I took two classes in the last three weeks, as part of the January institute, the only point in the year where I choose my courses - like electives. The first course I took was called BePeace - which is a methodology for non-violent communication. My second course was Film and related arts in Peace Education. Both courses raised a mountain of questions for me, most of which tied to strong feelings. Less in my head than most of the classes of last term. :)
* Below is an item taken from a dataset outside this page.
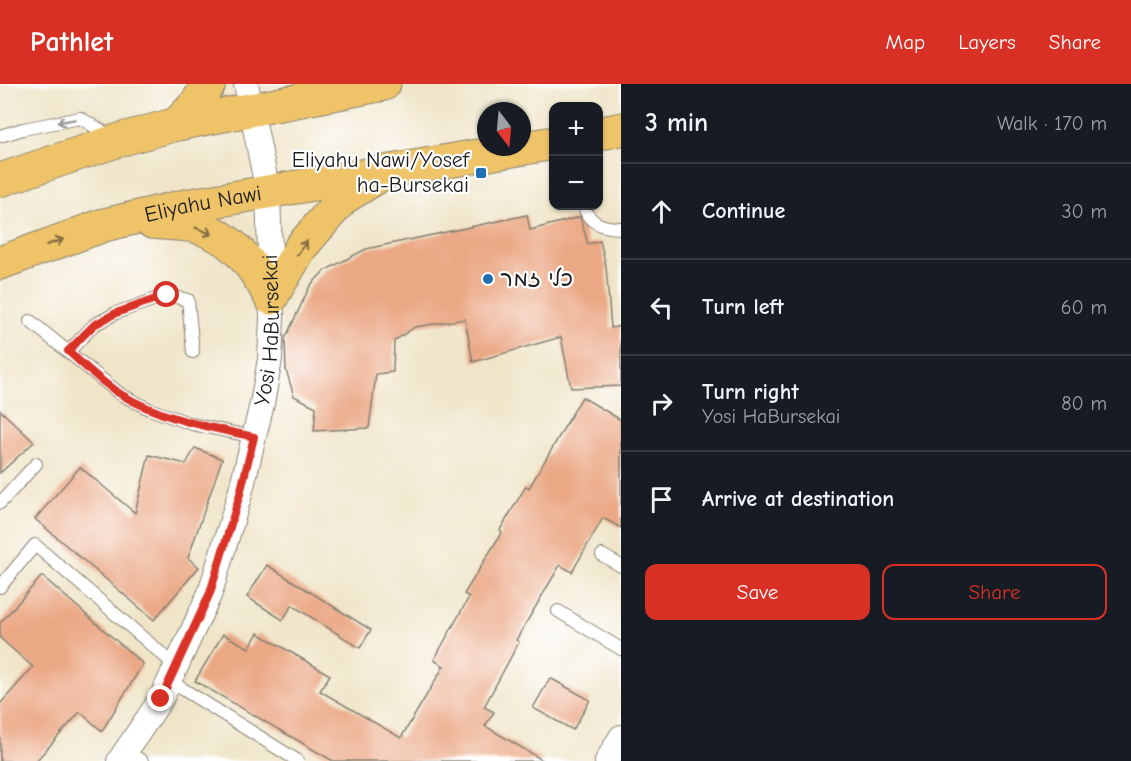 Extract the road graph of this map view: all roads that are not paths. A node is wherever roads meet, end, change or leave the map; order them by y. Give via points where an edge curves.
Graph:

The film course, not surprisingly, was filled with films. We watched at least one a day, for the two weeks of the course. I think film is such a powerful medium for telling stories: you hear them - but aren't left simply with your imagination, there are sounds and sights, music and other effects that all grab at your emotions and thoughts in different ways. I am not the best movie watcher, or I am a director's dream - depending on how you look at it. I have a very hard time creating distance between what I am seeing and my life, they become so real. I jump when something startles me, I laugh out loud, I hide when I am scared, and I cry. The difference this time, was I was in class...
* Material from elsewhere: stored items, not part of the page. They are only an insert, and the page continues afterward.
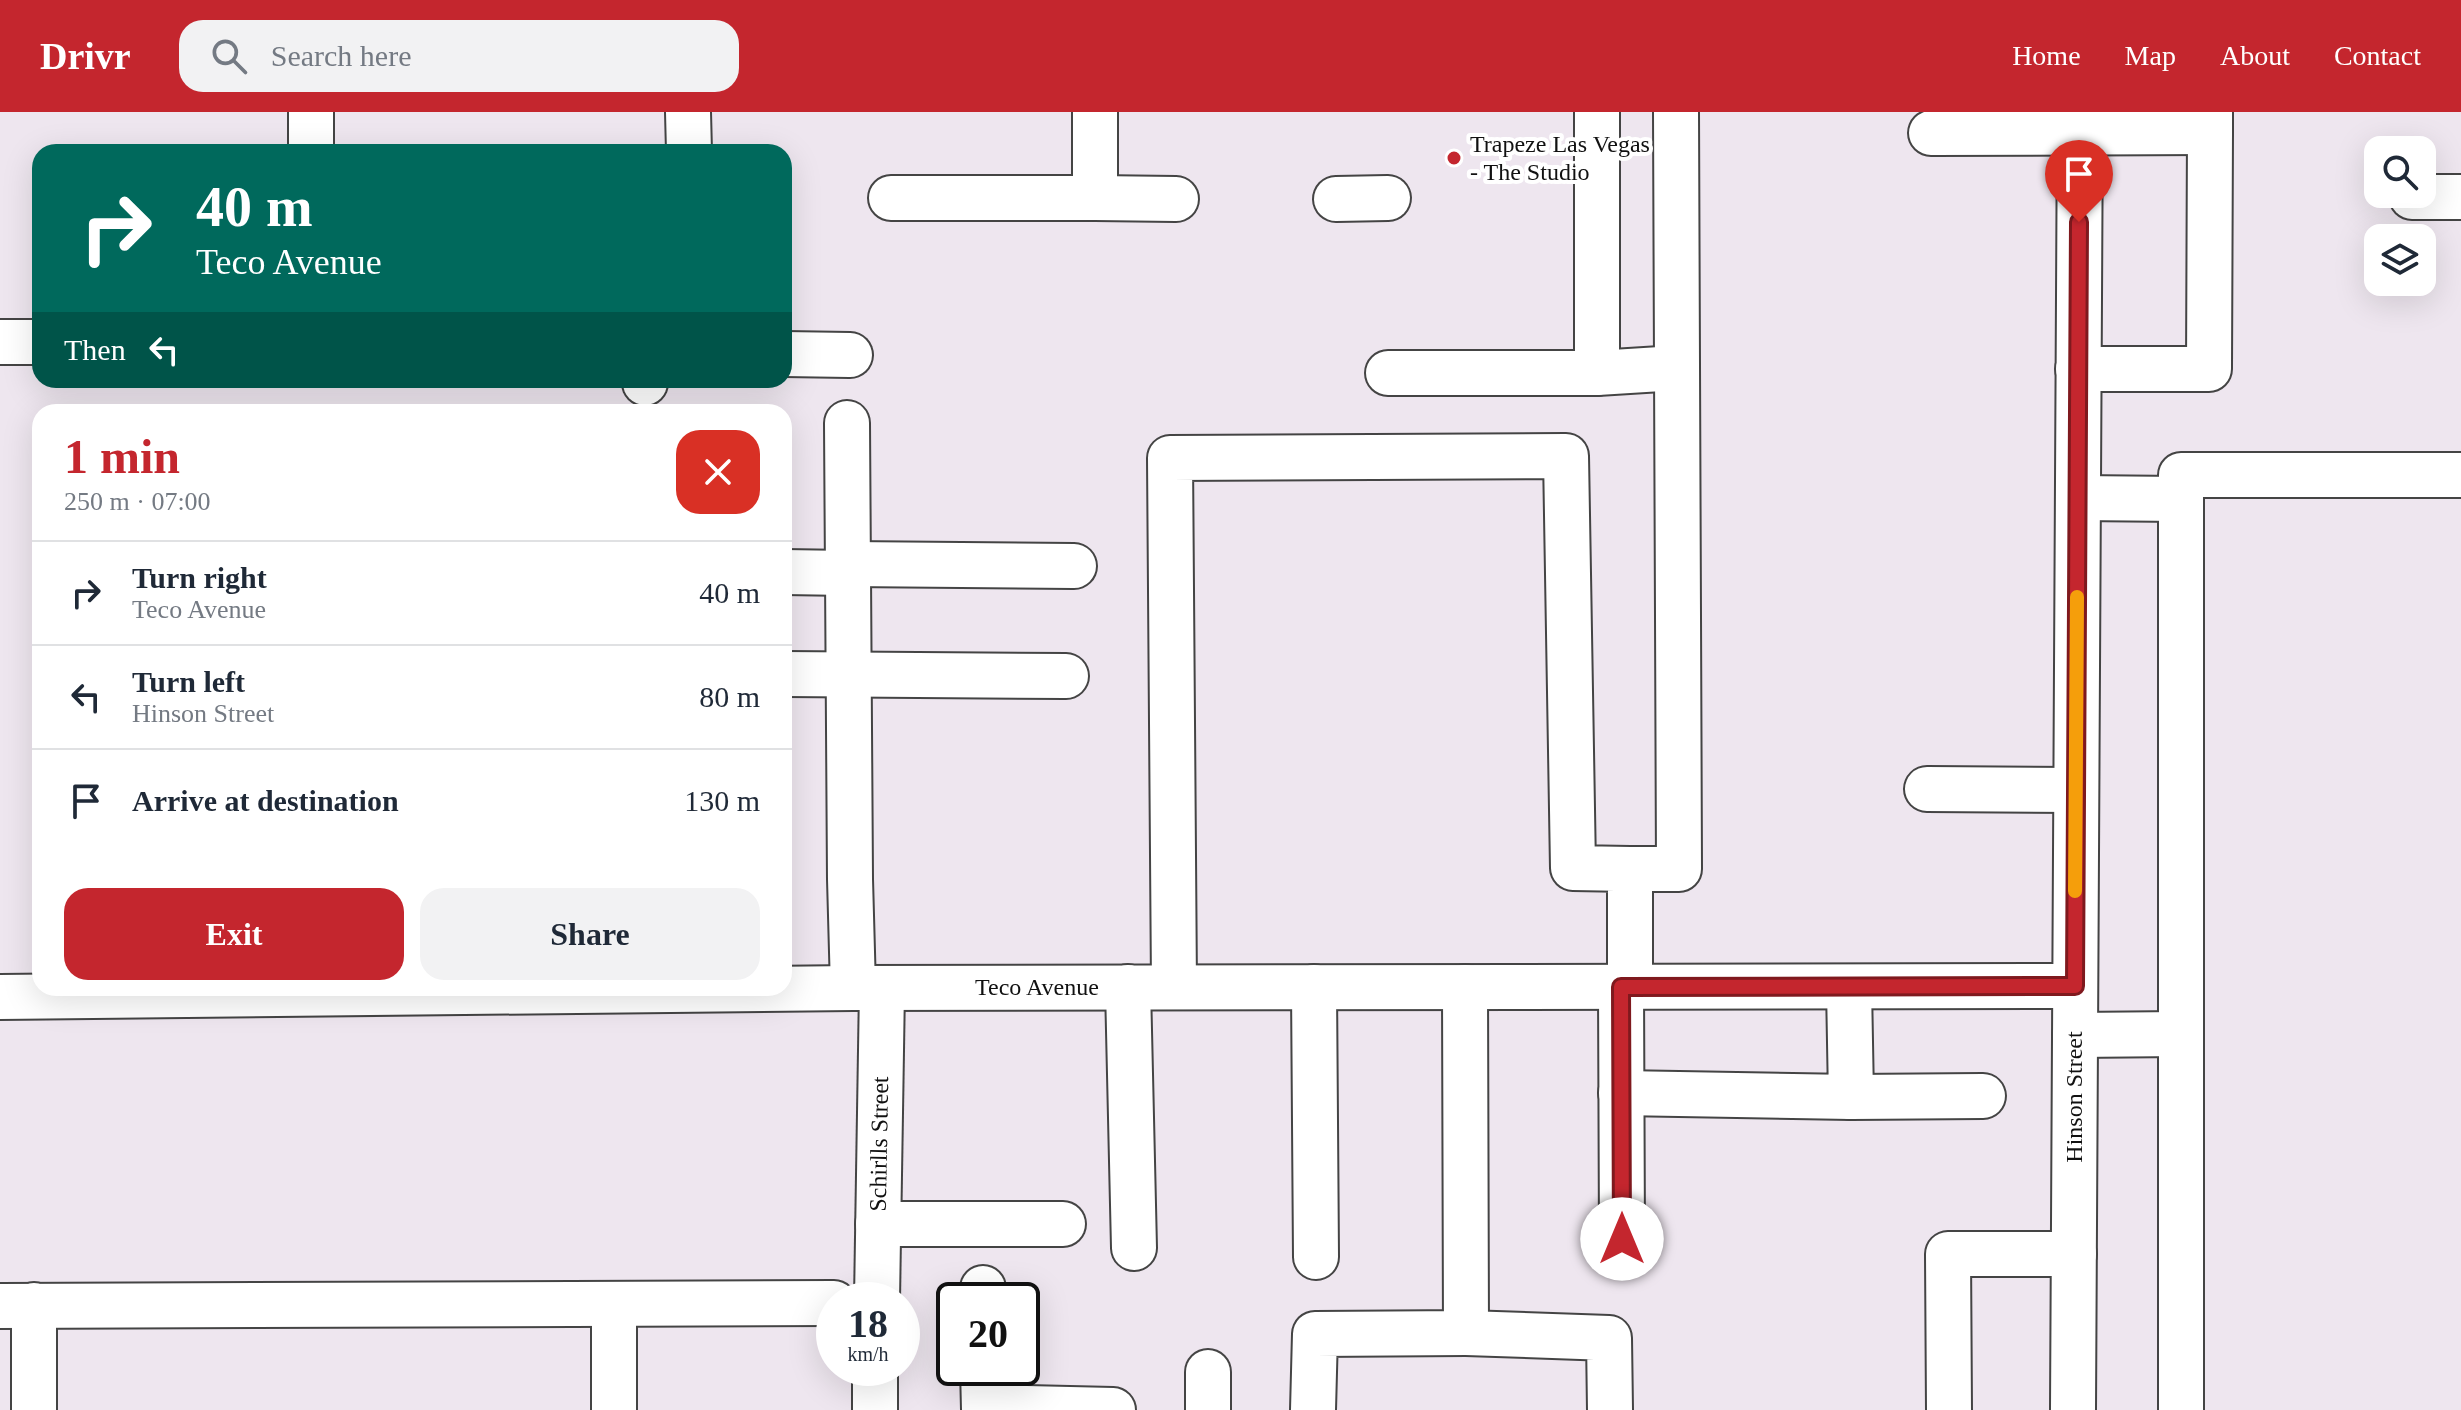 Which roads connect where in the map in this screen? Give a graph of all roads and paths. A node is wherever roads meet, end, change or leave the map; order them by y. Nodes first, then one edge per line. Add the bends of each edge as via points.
1 (311, 112) edge
2 (688, 112) edge
3 (1095, 112) edge
4 (1597, 112) edge
5 (1676, 112) edge
6 (2080, 122) edge
7 (2210, 122) edge
8 (1931, 133) dead end
9 (311, 144) edge
10 (689, 144) edge
11 (2436, 197) edge
12 (2461, 197) edge
13 (891, 198) dead end
14 (1095, 198) junction
15 (1388, 198) dead end
16 (1176, 199) dead end
17 (1336, 199) dead end
18 (0, 342) edge
19 (32, 342) edge
20 (792, 354) edge
21 (850, 355) dead end
22 (1677, 368) junction
23 (2078, 369) junction
24 (1388, 373) dead end
25 (1597, 373) junction
26 (847, 423) dead end
27 (2461, 475) edge
28 (2078, 498) junction
29 (2181, 499) junction
30 (1074, 566) dead end
31 (848, 568) junction
32 (792, 572) edge
33 (792, 674) edge
34 (848, 674) junction
35 (1066, 676) dead end
36 (1927, 789) dead end
37 (2076, 790) junction
38 (1630, 869) junction
39 (2075, 986) junction
40 (1128, 987) junction
41 (1174, 987) junction
42 (1314, 987) junction
43 (1465, 987) junction
44 (1625, 987) junction
45 (1849, 987) junction
46 (868, 988) junction
47 (792, 989) edge
48 (96, 996) edge
49 (0, 997) edge
50 (2181, 1034) junction
51 (2075, 1035) junction
52 (1621, 1093) junction
53 (1983, 1096) dead end
54 (1851, 1097) junction
55 (878, 1224) junction
56 (1063, 1224) dead end
57 (1622, 1239) dead end
58 (1134, 1248) dead end
59 (2074, 1254) junction
60 (1316, 1257) dead end
61 (877, 1282) edge
62 (816, 1303) edge
63 (614, 1304) junction
64 (17, 1305) edge
65 (1466, 1333) junction
66 (875, 1386) edge
67 (983, 1395) edge
68 (34, 1410) edge
69 (614, 1410) edge
70 (875, 1410) edge
71 (1113, 1410) edge
72 (1313, 1410) edge
73 (1610, 1410) edge
74 (1949, 1410) edge
75 (2073, 1410) edge
76 (2181, 1410) edge

1 - 9 street
2 - 10 street
3 - 14 street
4 - 25 street
5 - 22 street
6 - 7 street
6 - 8 street
6 - 23 street, Hinson Street
7 - 23 street via 2209,369
11 - 12 street
13 - 14 street
14 - 16 street
15 - 17 street
18 - 19 street
20 - 21 street
22 - 25 street
22 - 38 street via 1679,869
23 - 28 street, Hinson Street
24 - 25 street
26 - 31 street, Schirlls Street
27 - 29 street via 2181,475
28 - 29 street
28 - 37 street, Hinson Street
29 - 50 street
30 - 31 street
31 - 32 street
31 - 34 street, Schirlls Street
33 - 34 street
34 - 35 street
34 - 46 street, Schirlls Street
36 - 37 street
37 - 39 street, Hinson Street
38 - 41 street via 1573,868 1566,456 1170,458
38 - 44 street
39 - 45 street, Teco Avenue
39 - 51 street, Hinson Street
40 - 41 street, Teco Avenue
40 - 46 street, Teco Avenue
40 - 58 street
41 - 42 street, Teco Avenue
42 - 43 street, Teco Avenue
42 - 60 street
43 - 44 street, Teco Avenue
43 - 65 street
44 - 45 street, Teco Avenue
44 - 52 street
45 - 54 street
46 - 47 street, Teco Avenue
46 - 55 street, Schirlls Street
48 - 49 street, Teco Avenue
50 - 51 street
50 - 76 street
51 - 59 street, Hinson Street
52 - 54 street
52 - 57 street
53 - 54 street
55 - 56 street
55 - 61 street, Schirlls Street
59 - 74 street via 1948,1254
59 - 75 street, Hinson Street
62 - 63 street
63 - 64 street
63 - 69 street
64 - 68 street
65 - 72 street via 1315,1334
65 - 73 street via 1609,1338
66 - 70 street
67 - 71 street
One of the films we watched was called Sin Nombre (Without Name), which had strong ties to one of the books we were reading for the class, Enrique's Journey. Both the film and the book are looking at the flow of migrants from Central America to the United States, especially the danger of travelling through Mexico. In both reading the book and watching the film, I was thinking about friends and acquaintances throughout Central America who have headed North. Thinking of my friends and their families, who have had loved ones just disappear - they don't know if something happened to them, or if they arrived and stop communicating, they're just gone. There is a lot of heart-ache in these stories, and questions about what motivates the migration. Some people argue that is for the money, which to an extent I think is true, but I think there is a dream or a myth in the idea of America that also calls people - that mixed with the pride of not wanting to let the people at home know that things are anything but wonderful. The journey between home and the US/Mexican border is filled with challenges, fears and danger. Those travelling are hunted at all stops, by border police and by self appointed border patrols. Many Central Americans travelling through Mexico do so on the tops of trains, which is dangerous even without all the other risks.
One of my constant struggles, is trying to figure out how to be the person I believe I should be, the person I want to be. How do I consistently make the choices that remember the impacts on others, living - as much as possible, in justice and solidarity. Some days it feels so overwhelming, that it would be so much easier if I just let it go. To just play blind to some of the issues in the world and let the rest be addressed by someone else. Then, out of the blue, something will remind me about the importance of little acts, the reminders of why each persons actions are important and worth it. Of remembering the basis for my belief in hope. A friend send this link of a short spanish film (http://www.elpais.com/videos/cultura/Bigas/Luna/retrata/nueva/musa/Elsa/Pataky/elpvidcul) about Las Patronas. It's a short from Mexico about a group of 14 women the community of La Patrona, Veracruz who each day prepare food for the people travelling aboard the trains. The films cites the estimate that over 400, 000 Central Americans make the journey North each year, largely on the trains, travelling distances of over 8000 kms. Each day, Las Patronas make and deliver approximately 200 rations of food and water to the unknown people travelling on the trains. One of the women in the film, when asked why she does it, talks about how they are humans with rights, even if they don't have papers, how just because they are travelling doesn't mean they shouldn't be treated with kindness. "How if someone says they need help, what I know is that I am here to serve."
There is so much I am still thinking about, in relation to all these films, but that's perhaps enough for today. I send you my gratitude - for the pockets of hope you unknowing send, for the small actions you take - which may often seem unnoticed, and for your kindness in questions.